== What is being asked ==
Go through the records, and copy each line in which the string "options" is present.

== Data records ==
⁂
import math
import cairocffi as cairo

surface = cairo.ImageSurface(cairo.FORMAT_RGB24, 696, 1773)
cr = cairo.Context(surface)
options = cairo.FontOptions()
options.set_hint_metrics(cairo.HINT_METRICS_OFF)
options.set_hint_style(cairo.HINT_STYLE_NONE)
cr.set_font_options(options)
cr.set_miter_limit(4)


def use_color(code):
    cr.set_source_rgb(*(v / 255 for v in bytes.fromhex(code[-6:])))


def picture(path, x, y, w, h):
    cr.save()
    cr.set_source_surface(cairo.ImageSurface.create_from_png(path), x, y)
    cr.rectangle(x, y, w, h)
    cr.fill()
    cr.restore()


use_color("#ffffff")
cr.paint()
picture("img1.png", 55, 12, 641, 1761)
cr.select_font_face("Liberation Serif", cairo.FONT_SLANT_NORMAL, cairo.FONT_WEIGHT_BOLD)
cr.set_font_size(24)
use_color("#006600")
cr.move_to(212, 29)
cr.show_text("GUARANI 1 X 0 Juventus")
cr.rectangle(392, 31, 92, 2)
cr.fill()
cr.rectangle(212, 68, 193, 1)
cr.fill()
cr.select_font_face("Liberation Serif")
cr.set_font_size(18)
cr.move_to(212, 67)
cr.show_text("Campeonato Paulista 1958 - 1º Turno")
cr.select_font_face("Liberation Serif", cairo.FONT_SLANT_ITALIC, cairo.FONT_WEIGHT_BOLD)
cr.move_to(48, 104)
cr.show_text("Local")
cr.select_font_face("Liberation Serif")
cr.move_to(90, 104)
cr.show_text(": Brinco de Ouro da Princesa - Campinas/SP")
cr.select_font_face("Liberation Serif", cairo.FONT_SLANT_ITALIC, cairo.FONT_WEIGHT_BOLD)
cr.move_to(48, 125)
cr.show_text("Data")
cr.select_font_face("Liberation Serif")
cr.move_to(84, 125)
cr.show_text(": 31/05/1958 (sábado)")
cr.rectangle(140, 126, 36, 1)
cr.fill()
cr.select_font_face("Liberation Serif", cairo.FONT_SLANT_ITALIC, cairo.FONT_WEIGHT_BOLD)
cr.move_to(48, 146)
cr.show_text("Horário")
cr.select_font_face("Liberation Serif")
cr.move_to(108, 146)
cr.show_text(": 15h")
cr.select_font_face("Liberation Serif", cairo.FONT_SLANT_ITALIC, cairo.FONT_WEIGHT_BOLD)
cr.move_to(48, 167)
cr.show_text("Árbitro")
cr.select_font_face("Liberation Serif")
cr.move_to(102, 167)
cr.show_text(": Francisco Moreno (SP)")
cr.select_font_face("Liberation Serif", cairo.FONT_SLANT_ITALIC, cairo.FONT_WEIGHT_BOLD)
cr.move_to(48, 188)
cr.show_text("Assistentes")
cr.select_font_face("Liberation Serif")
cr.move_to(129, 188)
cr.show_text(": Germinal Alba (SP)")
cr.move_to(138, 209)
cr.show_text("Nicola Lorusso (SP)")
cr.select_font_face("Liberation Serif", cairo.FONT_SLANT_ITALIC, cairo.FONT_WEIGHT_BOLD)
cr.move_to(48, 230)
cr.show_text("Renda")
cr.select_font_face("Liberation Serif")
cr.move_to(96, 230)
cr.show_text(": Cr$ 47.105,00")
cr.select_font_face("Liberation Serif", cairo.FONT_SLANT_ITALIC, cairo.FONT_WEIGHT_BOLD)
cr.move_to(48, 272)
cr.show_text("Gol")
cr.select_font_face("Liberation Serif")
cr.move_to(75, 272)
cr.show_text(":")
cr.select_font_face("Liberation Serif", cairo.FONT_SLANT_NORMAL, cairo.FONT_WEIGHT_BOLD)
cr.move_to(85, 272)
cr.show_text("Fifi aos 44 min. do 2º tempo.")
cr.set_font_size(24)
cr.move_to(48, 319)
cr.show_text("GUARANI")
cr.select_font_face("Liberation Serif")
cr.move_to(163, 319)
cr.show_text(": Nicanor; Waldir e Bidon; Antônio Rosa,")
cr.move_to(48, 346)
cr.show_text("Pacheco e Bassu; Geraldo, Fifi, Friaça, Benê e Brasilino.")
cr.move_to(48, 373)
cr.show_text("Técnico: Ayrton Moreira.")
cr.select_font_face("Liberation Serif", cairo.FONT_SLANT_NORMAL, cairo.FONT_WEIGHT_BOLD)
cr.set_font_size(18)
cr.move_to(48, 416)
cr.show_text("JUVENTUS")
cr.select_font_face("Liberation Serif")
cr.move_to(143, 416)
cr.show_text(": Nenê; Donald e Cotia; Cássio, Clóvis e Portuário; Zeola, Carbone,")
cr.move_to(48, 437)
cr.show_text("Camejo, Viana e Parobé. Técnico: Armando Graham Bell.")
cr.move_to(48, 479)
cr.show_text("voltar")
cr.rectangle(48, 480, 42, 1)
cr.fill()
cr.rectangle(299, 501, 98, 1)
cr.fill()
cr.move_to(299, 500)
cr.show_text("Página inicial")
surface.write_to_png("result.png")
⁂
== Exercise solution ==
options = cairo.FontOptions()
options.set_hint_metrics(cairo.HINT_METRICS_OFF)
options.set_hint_style(cairo.HINT_STYLE_NONE)
cr.set_font_options(options)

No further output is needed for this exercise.